However, there are limits to the effectiveness of such measures. For example, Chinese companies may effectively bypass UFLPA scrutiny by using the de minimis exception - principle that allows shipments below a certain value to face fewer regulatory controls. This permits businesses to avoid scrutiny even if their goods are produced using forced labour, as long as the shipment falls under the established value limit. Or, China could elude the import ban by shipping its goods from Xinjiang to third countries, which, in turn, will send them to the US.


Conclusion

The forced labour system that targets Uyghurs and other minorities in the region of Xinjiang has shown to be integrated into China’s broader policies of securitisation, surveillance, and cultural repression, under the pretext of poverty alleviation and counter-terrorism.

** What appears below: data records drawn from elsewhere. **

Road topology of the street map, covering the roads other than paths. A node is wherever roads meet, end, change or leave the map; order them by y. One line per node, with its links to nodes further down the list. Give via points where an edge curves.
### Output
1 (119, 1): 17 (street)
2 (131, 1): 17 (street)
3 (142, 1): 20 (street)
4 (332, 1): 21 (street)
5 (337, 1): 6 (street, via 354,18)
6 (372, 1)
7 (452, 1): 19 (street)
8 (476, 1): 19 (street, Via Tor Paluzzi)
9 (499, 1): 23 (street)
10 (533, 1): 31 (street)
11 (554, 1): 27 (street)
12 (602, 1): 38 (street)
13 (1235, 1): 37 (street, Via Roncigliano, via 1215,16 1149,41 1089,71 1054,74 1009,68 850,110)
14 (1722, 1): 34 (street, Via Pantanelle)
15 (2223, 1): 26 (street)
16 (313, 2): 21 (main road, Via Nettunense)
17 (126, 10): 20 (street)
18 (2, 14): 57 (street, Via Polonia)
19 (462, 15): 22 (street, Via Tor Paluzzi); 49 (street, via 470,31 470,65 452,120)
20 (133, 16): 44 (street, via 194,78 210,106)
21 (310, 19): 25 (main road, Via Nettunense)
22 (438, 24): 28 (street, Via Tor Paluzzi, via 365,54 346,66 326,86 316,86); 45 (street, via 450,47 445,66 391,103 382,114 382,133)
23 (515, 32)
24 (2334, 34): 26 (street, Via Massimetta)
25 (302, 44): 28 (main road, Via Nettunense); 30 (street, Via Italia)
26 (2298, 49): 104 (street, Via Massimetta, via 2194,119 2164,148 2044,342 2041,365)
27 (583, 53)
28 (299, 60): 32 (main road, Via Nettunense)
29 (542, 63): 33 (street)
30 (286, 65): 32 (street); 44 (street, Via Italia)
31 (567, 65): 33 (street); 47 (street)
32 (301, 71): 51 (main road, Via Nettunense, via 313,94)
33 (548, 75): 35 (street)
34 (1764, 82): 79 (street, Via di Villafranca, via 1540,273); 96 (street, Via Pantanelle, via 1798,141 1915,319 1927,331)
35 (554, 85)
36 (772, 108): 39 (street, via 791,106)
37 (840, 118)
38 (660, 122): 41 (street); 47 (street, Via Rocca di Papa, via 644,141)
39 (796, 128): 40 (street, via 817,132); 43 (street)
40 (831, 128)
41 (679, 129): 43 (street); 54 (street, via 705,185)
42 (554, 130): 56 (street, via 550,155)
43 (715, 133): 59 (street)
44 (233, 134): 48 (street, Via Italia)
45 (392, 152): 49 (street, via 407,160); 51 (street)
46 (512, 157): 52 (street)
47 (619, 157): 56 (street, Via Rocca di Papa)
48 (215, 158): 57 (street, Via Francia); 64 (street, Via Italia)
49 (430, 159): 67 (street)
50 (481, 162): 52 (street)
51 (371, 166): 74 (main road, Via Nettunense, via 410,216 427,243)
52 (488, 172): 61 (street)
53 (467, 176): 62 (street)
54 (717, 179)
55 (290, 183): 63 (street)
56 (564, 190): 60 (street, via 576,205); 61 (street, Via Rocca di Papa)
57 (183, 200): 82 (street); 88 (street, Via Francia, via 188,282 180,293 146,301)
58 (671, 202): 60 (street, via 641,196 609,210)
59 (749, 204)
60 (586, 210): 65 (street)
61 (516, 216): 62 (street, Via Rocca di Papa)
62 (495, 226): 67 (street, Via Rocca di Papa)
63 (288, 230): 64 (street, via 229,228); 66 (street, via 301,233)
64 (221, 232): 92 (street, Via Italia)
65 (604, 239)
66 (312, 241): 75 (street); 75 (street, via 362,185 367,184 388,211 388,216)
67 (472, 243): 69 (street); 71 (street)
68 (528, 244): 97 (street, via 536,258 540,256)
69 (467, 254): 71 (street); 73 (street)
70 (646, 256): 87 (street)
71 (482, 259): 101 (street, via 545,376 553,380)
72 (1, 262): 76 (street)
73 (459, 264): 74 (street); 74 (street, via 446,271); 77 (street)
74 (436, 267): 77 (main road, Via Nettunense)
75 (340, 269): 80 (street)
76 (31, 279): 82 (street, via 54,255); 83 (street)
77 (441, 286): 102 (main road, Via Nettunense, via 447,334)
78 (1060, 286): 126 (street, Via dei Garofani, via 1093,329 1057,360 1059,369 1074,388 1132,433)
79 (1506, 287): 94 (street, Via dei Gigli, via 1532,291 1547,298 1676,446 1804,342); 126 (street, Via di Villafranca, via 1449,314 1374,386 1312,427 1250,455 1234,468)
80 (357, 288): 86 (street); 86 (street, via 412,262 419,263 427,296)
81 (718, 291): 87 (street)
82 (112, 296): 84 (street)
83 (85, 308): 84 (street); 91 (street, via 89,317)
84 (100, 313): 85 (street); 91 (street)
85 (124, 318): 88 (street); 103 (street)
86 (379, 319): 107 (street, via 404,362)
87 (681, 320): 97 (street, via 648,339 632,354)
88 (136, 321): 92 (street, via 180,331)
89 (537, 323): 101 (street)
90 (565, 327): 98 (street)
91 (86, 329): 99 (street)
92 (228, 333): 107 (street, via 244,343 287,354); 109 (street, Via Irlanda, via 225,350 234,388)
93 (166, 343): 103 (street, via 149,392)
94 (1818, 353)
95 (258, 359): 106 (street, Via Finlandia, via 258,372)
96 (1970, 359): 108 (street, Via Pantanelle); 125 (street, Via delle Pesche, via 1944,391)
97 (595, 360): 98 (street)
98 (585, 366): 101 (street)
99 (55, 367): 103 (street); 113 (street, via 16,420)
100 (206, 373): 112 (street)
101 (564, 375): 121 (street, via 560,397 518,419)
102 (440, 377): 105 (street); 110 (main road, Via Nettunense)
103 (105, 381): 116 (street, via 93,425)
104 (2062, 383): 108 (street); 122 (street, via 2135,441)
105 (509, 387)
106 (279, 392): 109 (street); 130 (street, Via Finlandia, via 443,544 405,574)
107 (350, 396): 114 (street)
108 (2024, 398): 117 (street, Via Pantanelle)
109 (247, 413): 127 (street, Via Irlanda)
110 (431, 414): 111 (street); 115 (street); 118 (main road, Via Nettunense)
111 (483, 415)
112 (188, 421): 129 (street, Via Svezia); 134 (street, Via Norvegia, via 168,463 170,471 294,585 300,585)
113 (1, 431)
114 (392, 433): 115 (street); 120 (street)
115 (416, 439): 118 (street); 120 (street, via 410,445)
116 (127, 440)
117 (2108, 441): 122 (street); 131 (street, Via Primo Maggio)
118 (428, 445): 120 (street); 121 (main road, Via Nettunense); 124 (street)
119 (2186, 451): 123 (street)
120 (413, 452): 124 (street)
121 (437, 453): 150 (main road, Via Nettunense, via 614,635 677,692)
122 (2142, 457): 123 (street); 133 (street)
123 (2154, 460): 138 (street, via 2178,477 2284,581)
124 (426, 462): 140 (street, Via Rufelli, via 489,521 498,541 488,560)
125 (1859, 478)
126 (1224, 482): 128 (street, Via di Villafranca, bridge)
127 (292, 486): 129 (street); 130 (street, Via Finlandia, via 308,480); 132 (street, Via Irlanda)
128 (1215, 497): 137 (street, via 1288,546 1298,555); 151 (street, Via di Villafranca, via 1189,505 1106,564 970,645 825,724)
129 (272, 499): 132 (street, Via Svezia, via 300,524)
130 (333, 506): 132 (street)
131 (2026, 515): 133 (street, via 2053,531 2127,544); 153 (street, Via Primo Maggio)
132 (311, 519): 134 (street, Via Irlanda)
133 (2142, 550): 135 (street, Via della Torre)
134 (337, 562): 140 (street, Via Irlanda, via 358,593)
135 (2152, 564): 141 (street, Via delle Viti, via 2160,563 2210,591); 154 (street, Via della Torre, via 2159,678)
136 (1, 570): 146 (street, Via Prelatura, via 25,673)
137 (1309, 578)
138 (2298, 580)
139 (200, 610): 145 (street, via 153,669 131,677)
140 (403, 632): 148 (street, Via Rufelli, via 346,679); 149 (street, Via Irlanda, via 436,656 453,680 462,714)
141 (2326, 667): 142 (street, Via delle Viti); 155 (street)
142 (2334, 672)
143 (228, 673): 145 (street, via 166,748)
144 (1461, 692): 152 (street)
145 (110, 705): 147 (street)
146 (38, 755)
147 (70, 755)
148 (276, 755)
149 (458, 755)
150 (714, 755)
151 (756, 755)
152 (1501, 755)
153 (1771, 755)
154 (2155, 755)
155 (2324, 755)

International concerns about the human rights conditions of these minorities in XUAR, led to relevant legislative actions. Mainly the UFLPA in the US, but also the EU Forced Labour Regulation, are examples of efforts aimed at countering the use of forced labour in global supply chains. However, despite the objective of pushing China to comply with international human rights and work standards, the effectiveness of trade restrictions remains uncertain, since Chinese companies may find ways to bypass the import bans.


"Despite the objective of pushing China to comply with international human rights and work standards, the effectiveness of trade restrictions remains uncertain, since Chinese companies may find ways to bypass the import bans."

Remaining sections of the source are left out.